Il y a eu certes une activité de la Coalition des forces démocratiques pour le vrai changement (CFDC) la veille (le 29 octobre, ndlr), mais celle-ci n’a pas empiété sur le programme officiel de commémoration. Si au départ on avait pu le craindre, in fine, il n’y a pas eu véritablement de dissension.
B24 : Deux ans après l’insurrection et une année après le Coup d’Etat, la justice n’est toujours pas au rendez-vous. Quelle est votre analyse ?
AK : La soif de justice de notre peuple est une réalité. A la commémoration, nous y étions tous, le refrain qui y revenait, c’est la justice. Quand vous écoutez les discours, aussi bien des officiels que des victimes et des parents de victimes, c’est la justice. Le ministre d’Etat, Simon Compaoré, lui-même a réclamé justice.
C’est vrai qu’aujourd’hui l’appareil judiciaire est clairement interpellé et c’est à cet appareil, qui a ses mécanismes internes que nous ne saurions critiquer, de mettre les bouchés doubles pour que nous puissions arriver rapidement à l’établissement de la vérité sur les différents dossiers. Je parle du dossier de l’insurrection, mais aussi des autres dossiers assez importants.
On a besoin d’aller à la réconciliation, mais il faut passer par la case vérité et justice. Cela veut dire que la justice est encore une fois au cœur de tout cela et est interpellée. Notre souhait c’est que les magistrats qui aujourd’hui bénéficient clairement de l’appui financier et de tous les moyens dont ils ont besoin pour travailler, l’Etat a fait beaucoup d’efforts, utilisent tous ces moyens et fassent en sorte que la manifestation de la vérité soit une réalité pour que nous puissions tous faire le deuil.
B24 : Toujours en rapport avec l’insurrection, Zéphirin Diabré a, lors de la Conférence nationale sur l’insurrection, révélé que le CFOP avait des difficultés à parler d’une seule et même voix avant la chute de Blaise Compaoré. Comment avez-vous vécu ces moments ?

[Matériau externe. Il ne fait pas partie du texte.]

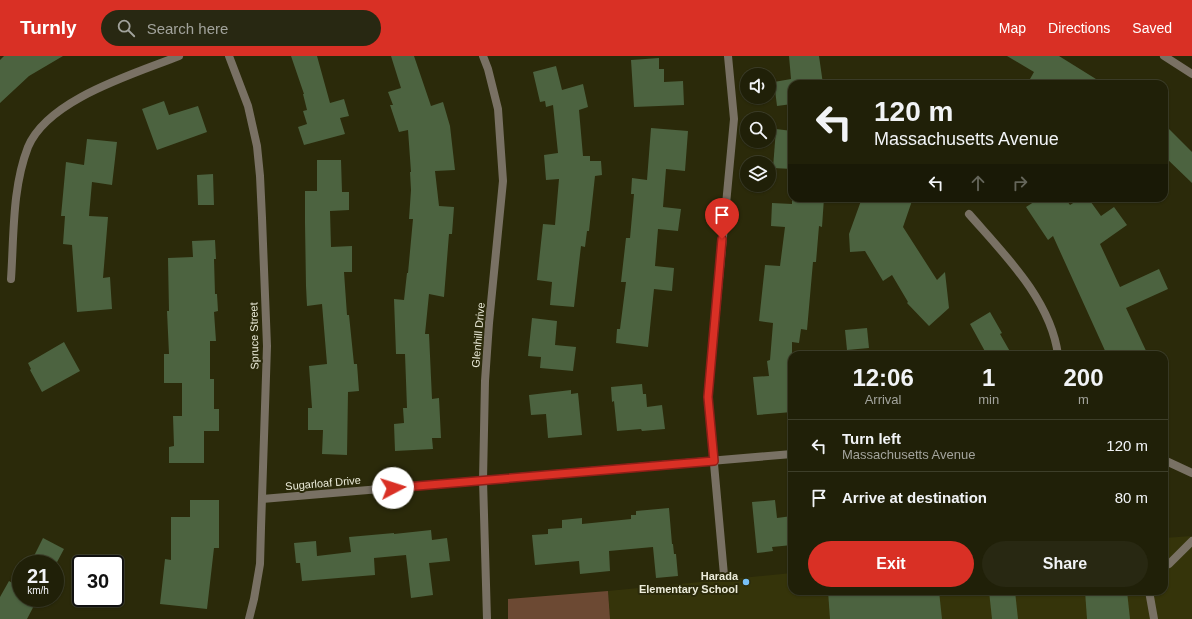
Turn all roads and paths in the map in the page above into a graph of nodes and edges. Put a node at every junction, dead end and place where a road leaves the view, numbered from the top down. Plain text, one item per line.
1 (179, 56) edge
2 (229, 56) edge
3 (483, 56) edge
4 (728, 56) edge
5 (1164, 56) edge
6 (1192, 74) edge
7 (969, 214) dead end
8 (11, 279) dead end
9 (1057, 351) edge
10 (788, 454) edge
11 (714, 461) junction
12 (1168, 462) edge
13 (1192, 473) edge
14 (483, 480) junction
15 (262, 499) junction
16 (1192, 541) edge
17 (1168, 564) edge
18 (724, 575) dead end
19 (1150, 595) edge
20 (249, 619) edge
21 (487, 619) edge
22 (1154, 619) edge

1 - 8 street
2 - 15 street, Spruce Street
3 - 14 street, Glenhill Drive
4 - 11 street
5 - 6 street
7 - 9 street
10 - 11 street, Sugarloaf Drive
11 - 14 street, Sugarloaf Drive
11 - 18 street
12 - 13 street
14 - 15 street, Sugarloaf Drive
14 - 21 street, Glenhill Drive
15 - 20 street, Spruce Street
16 - 17 street
19 - 22 street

AK : Je pense que c’est une analyse a postiori que le président Zéphirin Diabré fait parce qu’en ce temps, on avait un CFOP où il y avait une plateforme commune en trois points : non au référendum, non au Sénat, non à la modification de l’article 37 qui nous unissait. Il n’y avait aucun débat, aucune dissension sur cela. Mais, une fois arrivé au point d’achèvement de cette plateforme, on ne s’est jamais assis pour élaborer une autre plateforme, c’est-à-dire celle qui consiste à la gestion du pouvoir d’Etat.

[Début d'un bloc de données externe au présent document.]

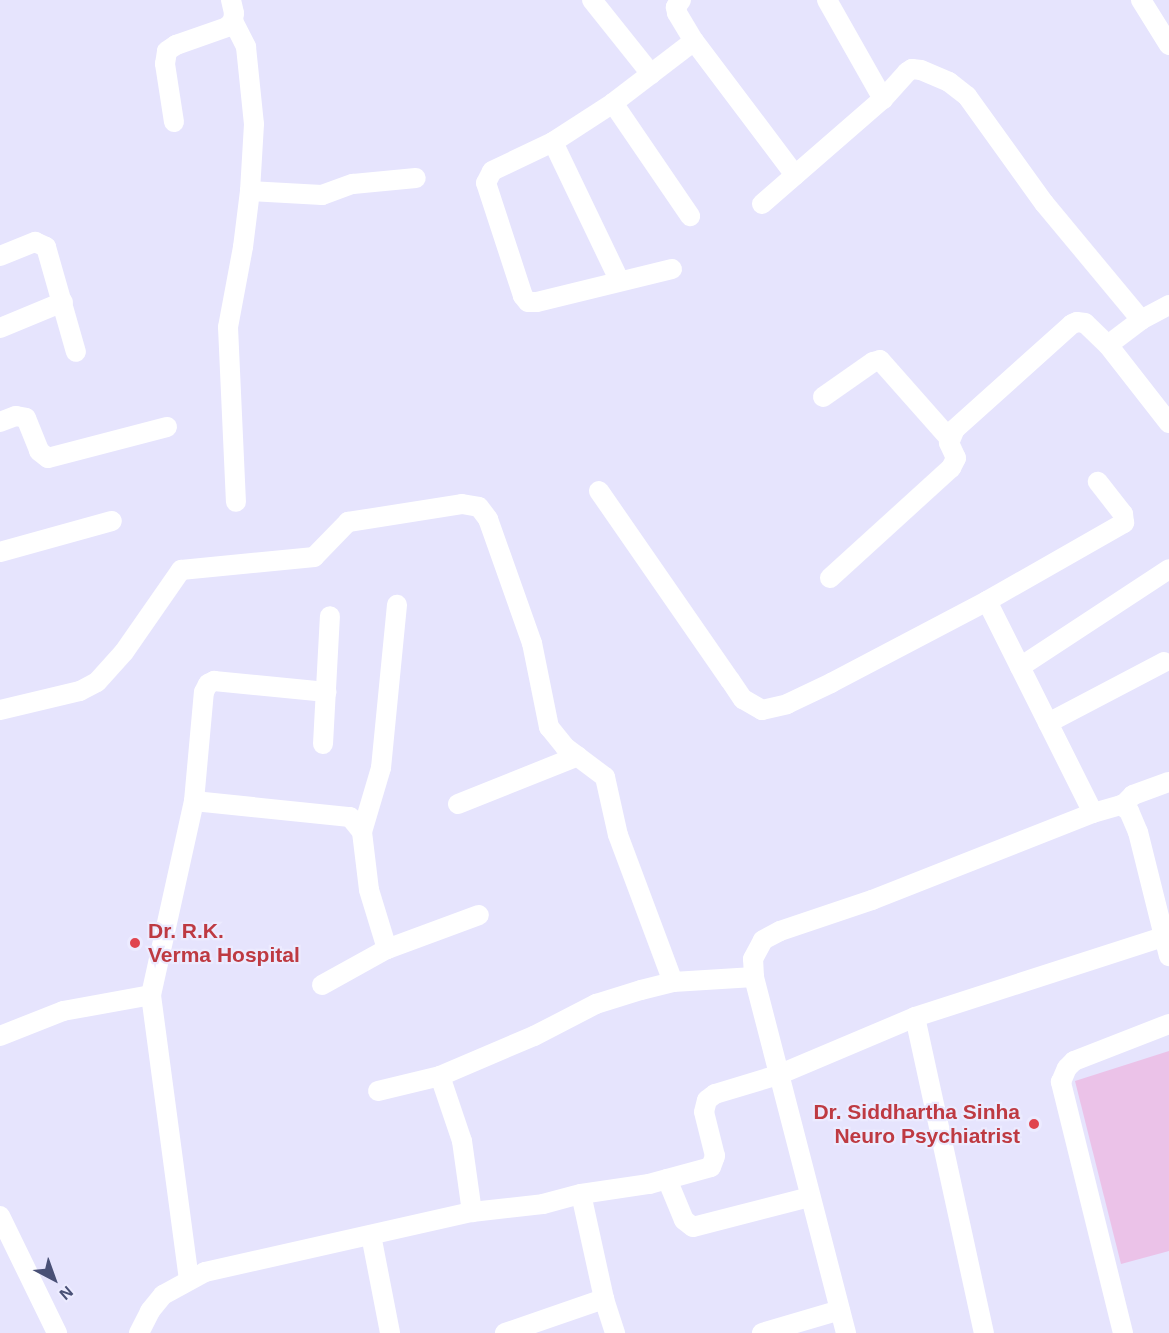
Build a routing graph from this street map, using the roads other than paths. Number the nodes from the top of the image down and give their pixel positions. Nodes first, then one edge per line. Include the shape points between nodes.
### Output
1 (231, 0) edge
2 (592, 0) edge
3 (681, 0) edge
4 (827, 0) edge
5 (1141, 0) edge
6 (233, 21) junction
7 (694, 41) junction
8 (1169, 45) edge
9 (651, 74) junction
10 (883, 99) junction
11 (613, 103) junction
12 (174, 122) dead end
13 (553, 142) junction
14 (795, 176) junction
15 (416, 178) dead end
16 (250, 191) junction
17 (762, 204) dead end
18 (690, 216) dead end
19 (0, 256) edge
20 (672, 269) dead end
21 (619, 280) junction
22 (63, 302) junction
23 (1169, 305) edge
24 (1141, 320) junction
25 (0, 328) edge
26 (1108, 345) junction
27 (76, 352) dead end
28 (823, 397) dead end
29 (0, 423) edge
30 (1169, 423) edge
31 (167, 427) dead end
32 (950, 438) junction
33 (1098, 482) dead end
34 (599, 491) dead end
35 (236, 502) dead end
36 (112, 521) dead end
37 (0, 552) edge
38 (1169, 569) edge
39 (830, 578) dead end
40 (987, 601) junction
41 (397, 605) dead end
42 (330, 616) dead end
43 (1164, 662) dead end
44 (1020, 667) junction
45 (326, 692) junction
46 (0, 710) edge
47 (1048, 723) junction
48 (323, 744) dead end
49 (578, 756) junction
50 (1169, 782) edge
51 (194, 801) junction
52 (458, 804) dead end
53 (1123, 805) junction
54 (1093, 813) junction
55 (362, 832) junction
56 (479, 915) dead end
57 (1167, 935) edge
58 (387, 949) junction
59 (1169, 956) edge
60 (754, 977) junction
61 (673, 982) junction
62 (322, 985) dead end
63 (151, 995) junction
64 (915, 1017) junction
65 (1169, 1024) edge
66 (0, 1036) edge
67 (778, 1075) junction
68 (440, 1076) junction
69 (378, 1091) dead end
70 (667, 1179) junction
71 (581, 1194) junction
72 (810, 1197) junction
73 (472, 1212) junction
74 (0, 1216) edge
75 (371, 1235) junction
76 (189, 1280) junction
77 (604, 1299) junction
78 (840, 1310) junction
79 (57, 1333) edge
80 (139, 1333) edge
81 (390, 1333) edge
82 (505, 1333) edge
83 (615, 1333) edge
84 (762, 1333) edge
85 (846, 1333) edge
86 (984, 1333) edge
87 (1123, 1333) edge

1 - 6 street
2 - 9 street
3 - 7 street via 676,10
4 - 10 street
5 - 8 street
6 - 12 street via 222,30 167,51 165,64
6 - 16 street via 246,47 252,100
7 - 9 street
7 - 14 street
9 - 11 street
10 - 14 street
10 - 24 street via 915,68 949,82 967,96 1044,202
11 - 13 street
11 - 18 street
13 - 21 street
13 - 21 street via 497,168 487,178 488,192 523,296 532,303
14 - 17 street
15 - 16 street via 353,184 321,195
16 - 35 street via 228,327
19 - 22 street via 35,242 43,244 49,252
20 - 21 street
22 - 25 street
22 - 27 street
23 - 24 street
24 - 26 street
26 - 30 street
26 - 32 street via 1085,323 1072,324 955,429
28 - 32 street via 880,360
29 - 31 street via 24,416 39,451 48,458
32 - 39 street via 956,458 951,468
33 - 40 street via 1123,513 1124,522
34 - 40 street via 743,699 762,710 787,704 831,683
36 - 37 street
38 - 44 street
40 - 44 street
41 - 55 street via 381,768
42 - 45 street
43 - 47 street
44 - 47 street
45 - 48 street
45 - 51 street via 210,682 204,692
46 - 49 street via 80,691 97,682 124,652 181,570 314,557 348,522 472,505 479,507 488,519 532,643 549,727 557,740
47 - 54 street
49 - 52 street
49 - 61 street via 604,777 618,835
50 - 53 street via 1133,795
51 - 55 street via 345,815
51 - 63 street
53 - 54 street
53 - 57 street via 1138,832
54 - 60 street via 872,900 770,935 756,950
55 - 58 street via 369,890
56 - 58 street
57 - 59 street
57 - 64 street
58 - 62 street
60 - 61 street
60 - 67 street
61 - 68 street via 596,1004 534,1036
63 - 66 street via 63,1011
63 - 76 street
64 - 67 street
64 - 86 street
65 - 87 street via 1074,1061 1061,1082
67 - 70 street via 711,1097 704,1112 715,1156 713,1165
67 - 72 street
68 - 69 street
68 - 73 street via 462,1141
70 - 71 street
70 - 72 street via 684,1220 693,1227
71 - 73 street via 543,1204
71 - 77 street
72 - 78 street
73 - 75 street
74 - 79 street
75 - 76 street via 205,1272
75 - 81 street
76 - 80 street via 163,1295
77 - 82 street
77 - 83 street
78 - 84 street
78 - 85 street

Le départ de Blaise Compaoré, je l’ai toujours dit et répété, ce n’est pas quelque chose qui a été prémédité. Ce que nous demandions durant une année de marche et de meeting, c’est de faire comprendre au président Compaoré qu’il fallait abandonner l’ensemble de ses projets qui étaient impopulaires, partir à la fin de son mandat et laisser le Burkina Faso se choisir un nouveau dirigeant.
Nous avons tous été pris un peu de court par la tournure des évènements. On n’avait pas anticipé, il n’y a pas eu de plateforme commune de gestion d’après Blaise Compaor. Forcément, à ce moment, chacun avait son agenda. Maintenant comment chacun a fait tourner son agenda, mystère et boule de gomme.
B24 : Est-ce cette dissension qui a amené l’armée à prendre le pouvoir après le départ de Blaise Compaoré ?
AK : Il n’y avait pas une dissension manifeste ! Ce n’est pas comme si on avait un débat sur qui prend le pouvoir. Le débat n’a même pas existé. Parce que quand Blaise Compaoré est parti, on avait d’abord un défi sécuritaire. C’est fondamental et en ce moment, on demande à l’armée de prendre ses responsabilités.
Aussi, au sein du CFOP, comme on n’avait pas anticipé tout cela et qu’on n’avait pas défini un cadre de travail, on ne pouvait pas improviser une prise du pouvoir. Peut-être que ces moments de flottements ont permis à l’armée à prendre le pouvoir.